### [WHAT YOU HAVE TO DO]
I'd like the entire listing output verbatim, apart from the pictures.

:::

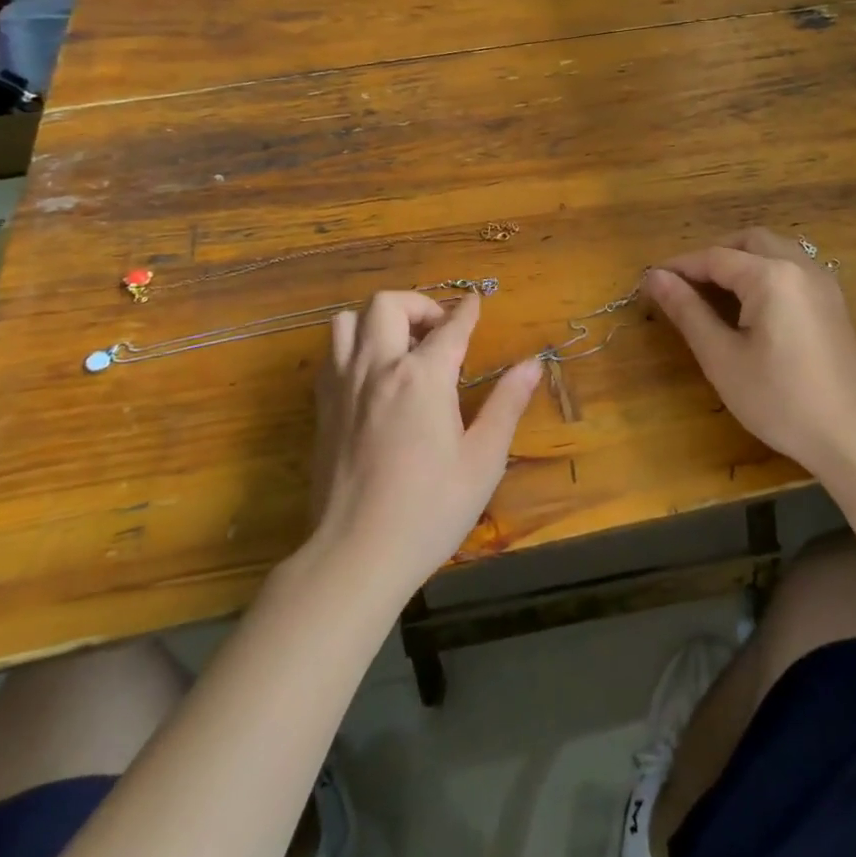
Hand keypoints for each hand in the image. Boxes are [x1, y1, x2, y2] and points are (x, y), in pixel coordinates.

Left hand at [309, 291, 541, 591]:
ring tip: (401, 345)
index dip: (467, 311)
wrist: (356, 554)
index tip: (476, 301)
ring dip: (377, 320)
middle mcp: (378, 368)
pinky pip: (332, 354)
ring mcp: (343, 385)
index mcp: (422, 377)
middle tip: (439, 331)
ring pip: (348, 320)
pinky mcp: (323, 408)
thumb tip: (533, 364)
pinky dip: (354, 346)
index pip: (450, 327)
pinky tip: (373, 374)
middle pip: (387, 305)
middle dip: (418, 305)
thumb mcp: (482, 460)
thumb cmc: (430, 510)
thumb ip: (506, 404)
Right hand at [645, 228, 855, 482]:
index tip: (649, 281)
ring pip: (775, 250)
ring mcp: (823, 283)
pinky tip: (752, 306)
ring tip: (713, 293)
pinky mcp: (833, 303)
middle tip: (684, 285)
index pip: (715, 257)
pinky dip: (765, 272)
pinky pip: (792, 268)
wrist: (853, 437)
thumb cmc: (780, 400)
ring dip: (740, 260)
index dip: (679, 266)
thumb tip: (655, 277)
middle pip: (748, 241)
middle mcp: (800, 267)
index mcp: (771, 276)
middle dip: (712, 255)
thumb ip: (687, 311)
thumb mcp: (722, 358)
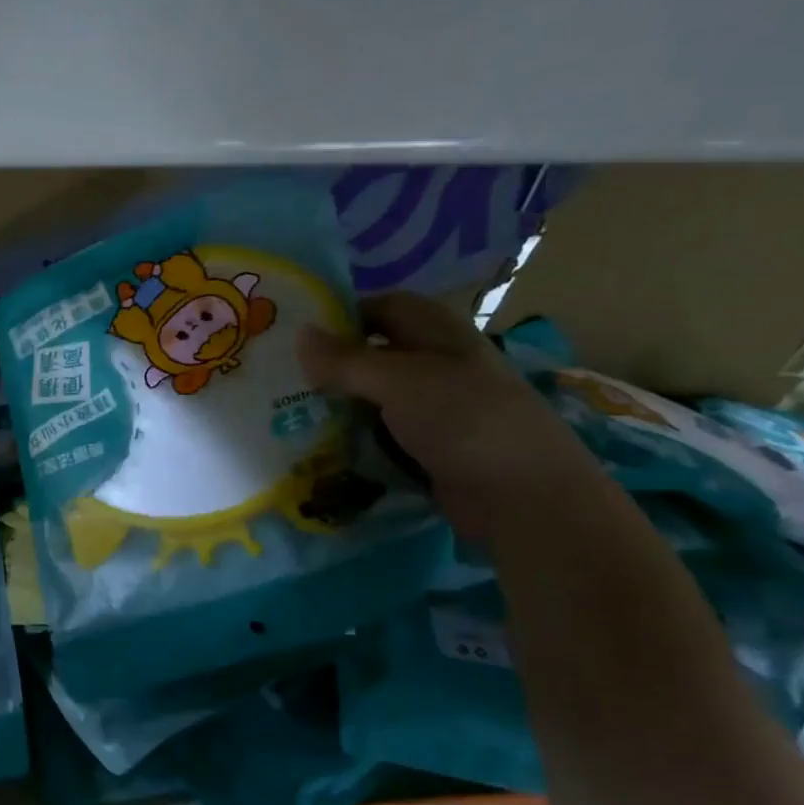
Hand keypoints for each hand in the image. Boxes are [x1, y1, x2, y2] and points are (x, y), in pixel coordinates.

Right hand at [300, 292, 603, 538]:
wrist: (522, 497)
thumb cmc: (464, 421)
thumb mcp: (399, 382)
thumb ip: (346, 361)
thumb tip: (299, 335)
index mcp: (439, 334)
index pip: (385, 307)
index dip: (344, 314)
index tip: (298, 337)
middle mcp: (437, 366)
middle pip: (375, 355)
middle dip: (332, 366)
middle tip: (281, 380)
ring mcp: (434, 411)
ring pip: (373, 399)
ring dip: (338, 407)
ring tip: (288, 416)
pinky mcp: (427, 449)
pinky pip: (380, 436)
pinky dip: (353, 440)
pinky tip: (320, 450)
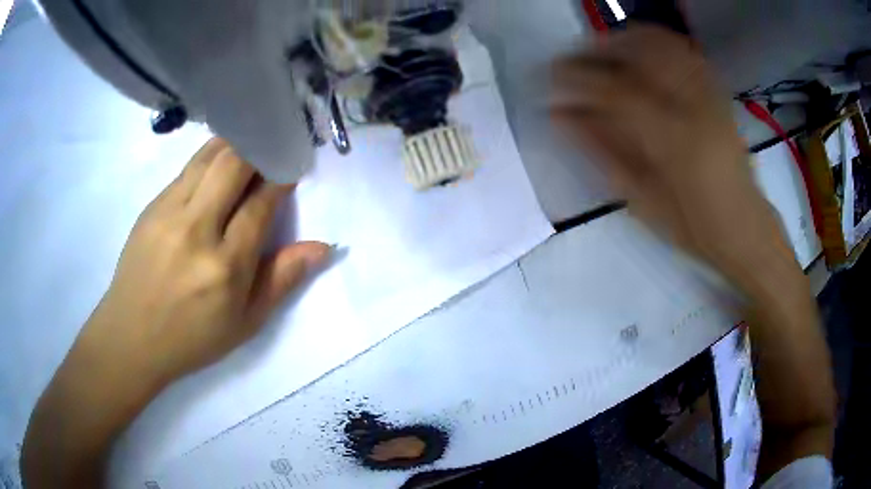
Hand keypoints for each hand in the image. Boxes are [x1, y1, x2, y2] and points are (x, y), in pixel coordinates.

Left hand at [79, 138, 329, 387]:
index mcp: (226, 266)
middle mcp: (197, 229)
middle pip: (233, 164)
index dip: (280, 179)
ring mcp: (169, 213)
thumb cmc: (192, 337)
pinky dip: (209, 158)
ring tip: (249, 146)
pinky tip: (216, 166)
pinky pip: (187, 169)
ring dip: (234, 144)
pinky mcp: (152, 206)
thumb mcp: (245, 322)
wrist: (132, 336)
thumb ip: (282, 279)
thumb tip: (322, 247)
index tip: (292, 166)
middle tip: (272, 148)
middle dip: (259, 149)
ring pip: (208, 157)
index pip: (261, 203)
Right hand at [551, 25, 794, 288]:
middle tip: (571, 60)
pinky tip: (639, 51)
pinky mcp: (718, 92)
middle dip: (595, 49)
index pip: (613, 89)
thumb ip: (603, 152)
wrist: (745, 227)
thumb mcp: (642, 199)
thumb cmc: (692, 226)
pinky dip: (656, 41)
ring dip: (623, 39)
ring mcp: (709, 94)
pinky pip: (684, 50)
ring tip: (602, 51)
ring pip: (660, 42)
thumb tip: (559, 116)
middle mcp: (692, 107)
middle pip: (635, 54)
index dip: (575, 77)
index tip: (549, 76)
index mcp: (671, 140)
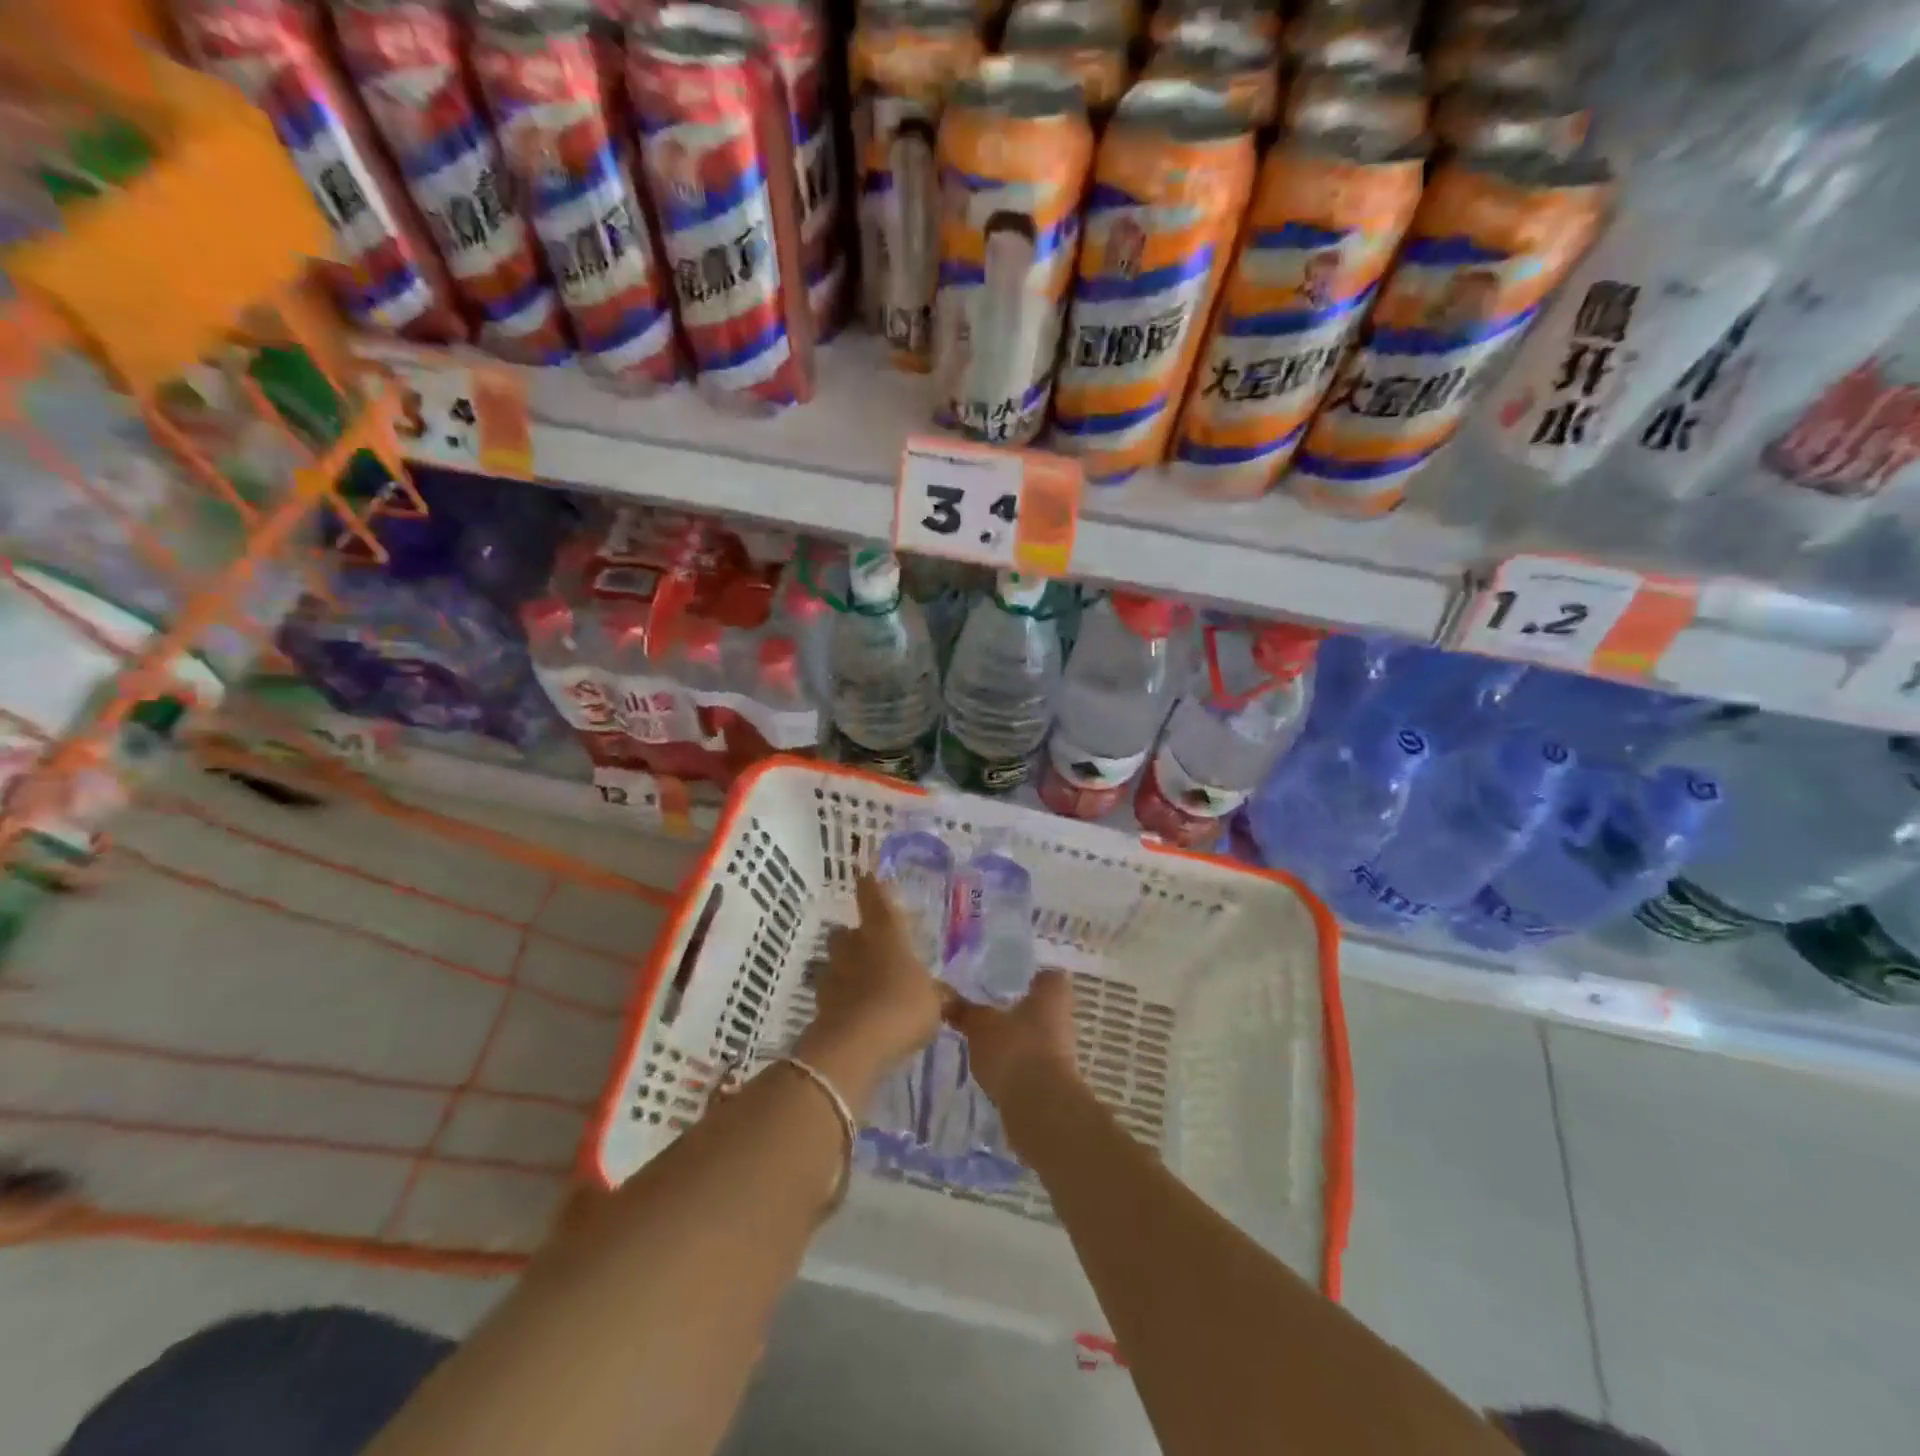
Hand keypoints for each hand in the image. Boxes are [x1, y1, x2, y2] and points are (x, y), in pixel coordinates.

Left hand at [795, 875, 945, 1110]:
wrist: (854, 1047)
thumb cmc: (901, 1008)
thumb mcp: (934, 1002)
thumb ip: (937, 994)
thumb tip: (945, 993)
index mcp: (885, 935)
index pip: (875, 900)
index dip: (871, 887)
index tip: (865, 874)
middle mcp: (855, 947)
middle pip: (847, 932)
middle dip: (856, 937)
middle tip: (873, 948)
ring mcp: (833, 975)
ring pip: (836, 962)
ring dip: (847, 969)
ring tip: (866, 985)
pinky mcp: (821, 1004)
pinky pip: (833, 994)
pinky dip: (843, 999)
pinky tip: (858, 1013)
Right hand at [944, 968, 1080, 1111]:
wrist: (1040, 1107)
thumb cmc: (1015, 1049)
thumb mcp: (980, 1026)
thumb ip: (964, 1010)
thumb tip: (943, 996)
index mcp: (1052, 991)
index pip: (1046, 970)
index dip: (1027, 970)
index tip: (1004, 971)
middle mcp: (1063, 1015)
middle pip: (1040, 1002)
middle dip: (1016, 1003)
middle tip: (985, 1000)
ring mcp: (1061, 1047)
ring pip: (1035, 1030)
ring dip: (1014, 1032)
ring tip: (982, 1031)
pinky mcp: (1054, 1076)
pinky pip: (1031, 1056)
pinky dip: (1014, 1057)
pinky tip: (991, 1060)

:::

### [ANSWER FOR THE TASK]
Hand keypoints for each hand in the image. Boxes are [x1, y1, x2, y2] and points are (x, y), in pixel coordinates.

Left hand at [309, 291, 541, 591]:
ring tip: (401, 345)
index dip: (467, 311)
wrist: (356, 554)
index tip: (476, 301)
ring dip: (377, 320)
middle mcp: (378, 368)
pinky pip: (332, 354)
ring mcp: (343, 385)
index mcp: (422, 377)
middle tip: (439, 331)
ring pip: (348, 320)
pinky mcp: (323, 408)
thumb tip: (533, 364)
pinky dip: (354, 346)
index pip: (450, 327)
pinky tip: (373, 374)
middle pip: (387, 305)
middle dip: (418, 305)
thumb mcp: (482, 460)
thumb cmc: (430, 510)
thumb ip: (506, 404)
Right hand at [645, 228, 855, 482]:
index tip: (649, 281)
ring pip: (775, 250)
ring mcp: (823, 283)
pinky tip: (752, 306)
ring tip: (713, 293)
pinky mcp: (833, 303)
middle tip: (684, 285)
index pip: (715, 257)
pinky dip: (765, 272)
pinky pip: (792, 268)
wrist: (853, 437)
thumb cmc: (780, 400)
ring dip: (740, 260)
index dip: (679, 266)
thumb tip: (655, 277)
middle pip: (748, 241)
middle mcp: (800, 267)
index mcp: (771, 276)
middle dip: (712, 255)
thumb ip: (687, 311)
thumb mcp: (722, 358)
Hand keypoints for each hand in the image. Boxes are [x1, y1, x2, y2] and points are (x, y), in pixel coordinates.

Right hand at [300, 292, 603, 538]:
wrist: (522, 497)
thumb cmc: (464, 421)
thumb mcp: (399, 382)
thumb ip: (346, 361)
thumb tip: (299, 335)
index mcp: (439, 334)
index pip: (385, 307)
index dip: (344, 314)
index tip: (298, 337)
middle mcp: (437, 366)
middle pip: (375, 355)
middle dip: (332, 366)
middle tip: (281, 380)
ring mcp: (434, 411)
ring pip: (373, 399)
ring dip: (338, 407)
ring tip: (288, 416)
pinky mcp: (427, 449)
pinky pip: (380, 436)
pinky dip: (353, 440)
pinky tip: (320, 450)
Hand keypoints for each hand in the image. Boxes are [x1, y1, x2, y2] and points are (x, y), in pixel coordinates.

Left hand at [79, 138, 329, 387]:
index mcp: (226, 266)
middle mcp: (197, 229)
middle pip: (233, 164)
index dip: (280, 179)
ring mcp: (169, 213)
thumb cmc: (192, 337)
pinky dip: (209, 158)
ring tip: (249, 146)
pinky tip: (216, 166)
pinky pip: (187, 169)
ring dip: (234, 144)
pinky mcp: (152, 206)
thumb mcp: (245, 322)
wrist: (132, 336)
thumb ip: (282, 279)
thumb tip: (322, 247)
index tip: (292, 166)
middle tip: (272, 148)
middle dip: (259, 149)
ring pip: (208, 157)
index pip: (261, 203)
Right hand at [551, 25, 794, 288]:
middle tip: (571, 60)
pinky tip: (639, 51)
pinky mcp: (718, 92)
middle dip: (595, 49)
index pip: (613, 89)
thumb ip: (603, 152)
wrist: (745, 227)
thumb mcp: (642, 199)
thumb cmc: (692, 226)
pinky dip: (656, 41)
ring dip: (623, 39)
ring mcp: (709, 94)
pinky pip: (684, 50)
ring tip: (602, 51)
ring pip: (660, 42)
thumb tip: (559, 116)
middle mcp: (692, 107)
middle pip: (635, 54)
index dip: (575, 77)
index tip: (549, 76)
index mcp: (671, 140)
Hand keypoints for each hand in the image. Boxes are [x1, y1, x2, y2] and points are (x, y), in pixel coordinates.

Left hand at [795, 875, 945, 1110]:
wrist: (854, 1047)
thumb cmc: (901, 1008)
thumb mcp: (934, 1002)
thumb ip: (937, 994)
thumb tip: (945, 993)
index mcp: (885, 935)
index pip: (875, 900)
index dip: (871, 887)
index tip: (865, 874)
middle mcp: (855, 947)
middle pip: (847, 932)
middle dip: (856, 937)
middle tip: (873, 948)
ring mcp: (833, 975)
ring pip: (836, 962)
ring dip: (847, 969)
ring tip: (866, 985)
pinky mcp: (821, 1004)
pinky pip: (833, 994)
pinky dip: (843, 999)
pinky tip: (858, 1013)
Right hand at [944, 968, 1080, 1111]:
wrist: (1040, 1107)
thumb cmc: (1015, 1049)
thumb mcp: (980, 1026)
thumb ip: (964, 1010)
thumb tip: (943, 996)
index mcp: (1052, 991)
index pip: (1046, 970)
index dip: (1027, 970)
index tip: (1004, 971)
middle mcp: (1063, 1015)
middle pip: (1040, 1002)
middle dip: (1016, 1003)
middle tip: (985, 1000)
ring mcp: (1061, 1047)
ring pip: (1035, 1030)
ring dip: (1014, 1032)
ring tip: (982, 1031)
pinky mcp: (1054, 1076)
pinky pip: (1031, 1056)
pinky dip: (1014, 1057)
pinky tip: (991, 1060)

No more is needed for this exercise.